第41話 17時27分 核心

 犯罪者プレイヤーは全部で12名。

 僕が婦警と白スーツ。

 ガレットは侍

 そして、獣耳少女の梨藤フランが狼を殺した。

 特殊部隊は会敵の際に梨藤フランを含む3名を殺したと言っていた。

 ロリパンダが特殊部隊を殺した。


 結果……残り4名。これで全員だ。

 だから……


「こそこそ隠れてたツケが回ってきただけだろ?」


「はぁ~? 懲役チャラにしても死んだら意味ないんだからさ~危険を冒すなら最後に決まってんでしょ? 武器も使い捨てになんだからさぁ~」


 声の抑揚だけでどんな人物か想像できる。

 この状況でどうしてここまで不敵な態度が取れるのか。口角を吊り上げていることが見えなくても伝わってくる。


「それで時間ぎりぎりに焦って飛び出してきたわけだ? その計画性の無さでそんな態度ができるのは何も考えていないからなんだろうね」


「フハッ……アハハハハッ!! 何あんた。ウケるんだけどっ! ロクに金を投げてもらえないあんたたちと一緒にしないでくれる?」


 僕の言葉に腹を抱えているであろう笑い声。

 蔑みを隠さないこの態度は、塀の外でもそれだけ自由な生活をしてきたという証だろう。


「あんたたちと違ってさ~私みたいに魅力があればお金なんていっくらでも貢いでもらえるわけ~。だから探知機買って~バカたちが減るのを待ってたに決まってんじゃん? は~~――……まじウケるんだけど~!」


 こいつ――

 探知機って1000万だぞ!?

 2000万以上も投げられてるってことかよ……!!

 ダメだ……落ち着け……落ち着け……!!


「あれ~黙っちゃった~? 私と違って自分がどれだけ惨めに――」


「よくいるよね。
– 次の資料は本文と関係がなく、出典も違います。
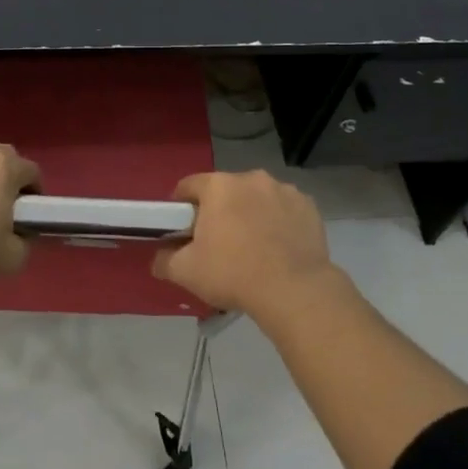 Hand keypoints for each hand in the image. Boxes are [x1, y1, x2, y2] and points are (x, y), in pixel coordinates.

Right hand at [152, 170, 336, 318]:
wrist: (294, 290)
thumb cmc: (233, 274)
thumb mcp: (186, 272)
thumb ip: (165, 260)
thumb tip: (159, 258)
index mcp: (219, 186)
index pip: (189, 186)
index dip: (180, 205)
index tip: (180, 227)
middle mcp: (251, 178)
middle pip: (225, 191)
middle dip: (219, 210)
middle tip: (216, 241)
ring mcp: (283, 190)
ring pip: (257, 198)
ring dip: (250, 213)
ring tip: (252, 246)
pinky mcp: (308, 206)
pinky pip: (284, 209)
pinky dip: (278, 221)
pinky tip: (278, 246) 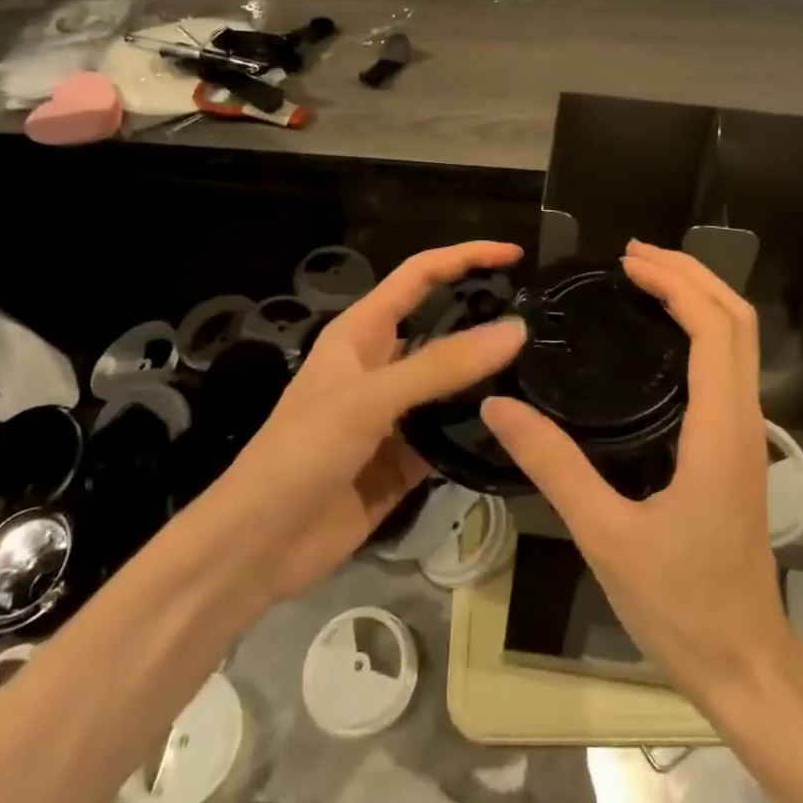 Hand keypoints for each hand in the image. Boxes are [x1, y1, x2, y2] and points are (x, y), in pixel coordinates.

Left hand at [215, 240, 525, 603]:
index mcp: (363, 332)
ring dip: (489, 379)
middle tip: (544, 322)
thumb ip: (443, 365)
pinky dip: (479, 432)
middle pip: (443, 328)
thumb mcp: (371, 398)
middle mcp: (382, 364)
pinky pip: (452, 434)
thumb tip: (516, 329)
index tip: (515, 254)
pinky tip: (517, 431)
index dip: (466, 257)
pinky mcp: (406, 458)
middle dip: (486, 319)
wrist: (257, 547)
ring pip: (453, 384)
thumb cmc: (302, 452)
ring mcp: (395, 414)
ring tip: (545, 374)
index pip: (421, 275)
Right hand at [482, 240, 787, 705]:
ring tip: (645, 280)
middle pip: (738, 321)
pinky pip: (730, 366)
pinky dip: (703, 330)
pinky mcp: (739, 448)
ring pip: (741, 342)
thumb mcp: (605, 535)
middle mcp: (744, 420)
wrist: (745, 663)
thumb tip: (500, 405)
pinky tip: (659, 338)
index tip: (627, 263)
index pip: (715, 329)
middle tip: (633, 256)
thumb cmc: (680, 604)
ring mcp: (748, 434)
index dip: (676, 284)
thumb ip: (552, 465)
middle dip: (692, 275)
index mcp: (720, 430)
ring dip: (700, 298) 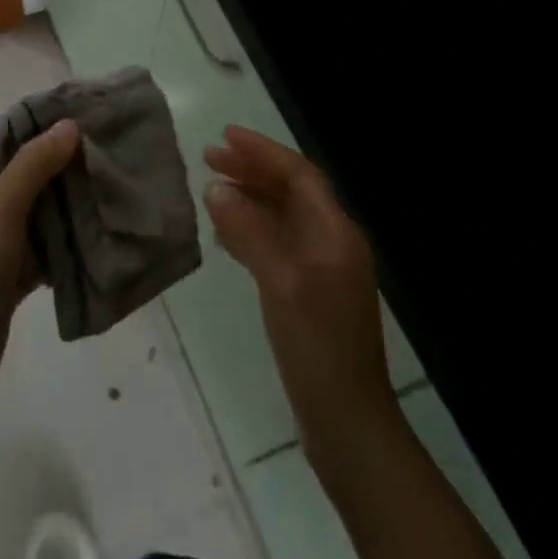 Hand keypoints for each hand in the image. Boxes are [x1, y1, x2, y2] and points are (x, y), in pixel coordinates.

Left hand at [0, 120, 80, 401]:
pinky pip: (36, 255)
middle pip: (21, 183)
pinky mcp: (2, 281)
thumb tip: (68, 124)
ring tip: (108, 197)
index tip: (86, 133)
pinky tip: (94, 241)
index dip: (43, 139)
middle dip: (60, 178)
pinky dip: (59, 250)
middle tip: (105, 166)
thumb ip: (34, 165)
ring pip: (32, 220)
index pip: (6, 149)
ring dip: (64, 214)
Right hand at [203, 126, 391, 462]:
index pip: (299, 174)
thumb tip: (216, 189)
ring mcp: (323, 270)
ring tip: (212, 188)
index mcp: (335, 233)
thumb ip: (248, 231)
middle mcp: (332, 243)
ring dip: (250, 198)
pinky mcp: (310, 294)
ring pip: (283, 217)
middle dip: (252, 171)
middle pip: (291, 192)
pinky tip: (225, 236)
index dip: (262, 152)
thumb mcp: (280, 281)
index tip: (225, 136)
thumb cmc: (317, 345)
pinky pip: (278, 245)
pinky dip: (251, 231)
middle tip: (209, 157)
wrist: (348, 423) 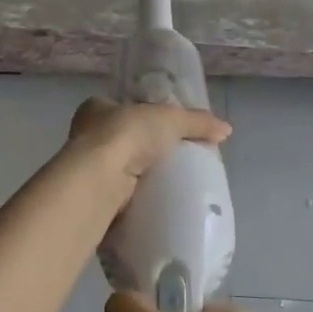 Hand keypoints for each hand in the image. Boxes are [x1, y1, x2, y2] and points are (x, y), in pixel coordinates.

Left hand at [64, 97, 230, 197]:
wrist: (101, 180)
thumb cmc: (127, 135)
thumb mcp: (170, 119)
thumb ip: (197, 121)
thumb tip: (227, 129)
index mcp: (96, 108)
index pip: (119, 107)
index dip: (139, 115)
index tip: (160, 128)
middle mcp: (85, 136)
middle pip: (119, 139)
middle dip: (140, 149)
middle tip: (169, 159)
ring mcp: (86, 169)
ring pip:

同じ立場なのに『自分は上だ。自分は上だ』って必死で言い聞かせてる人……逆にそれだけ魅力があってこのゲームをするハメになるって……どれだけ生き方が下手くそなのか、逆に興味が湧いたよ」


 僕は跳ね上がった鼓動を悟られないよう必死で強い言葉を選ぶ。

 武器では恐らく優位に立てることはない。

 せめて少しでも動揺を誘えなければ活路が見出すことができない――

 そう僕は自覚していた。


「はぁ!? ボケが! 私はバカな妹に足を引っ張られただけだっつの!! あ~……まじうぜえわ……思い出したらイライラしてきたぁ~ッ!!」


 僕の鼓動がさらに駆け足で胸を叩き始め、唾液を飲み込む喉の音がやけに耳に響いた。

 こいつ……は……


「必死すぎじゃない? しかも自分からプライベートな情報出してくるとか。下手くそな生き方の一端を見せてもらって参考になるなぁ……サキュバス……いや、カナッペって呼ばれるほうがいいの? いやー成人後の愛称でこれは痛い……」


「――はぁ!? てめえ私の薄型情報端末カード拾ったのかよ……! あ~まぁ告発の材料なんてないだろうし……どうせ私の画像見ておっ立ててたんだろ? あ~やけに絡むと思ったけど……」


 だ……

 この状況まで自分がたどり着けたこと、そして一緒に戦ってくれたガレットへ感謝の気持ちを浮かべた後、僕はここで全てを出し切ることを決意した。


「いや――露骨な媚びとか痛いだけでしょ? 妹に差を付けられてそんなに悔しかったんだ?」


「……差? 何言ってんのあんた。私の薄型情報端末カードの中見たんだろ? それで何をどうしたらあいつの下に私がくると思うわけ……?」


 先ほどまでの軽口にはない重み。

 自覚していないなら、最初のように笑い飛ばせばいい。

 なのにそれをしない――いや、できないんだ。

 姉としてのチンケなプライドが邪魔をして……


 だから後は……


 こいつの核心に踏み込むだけだ。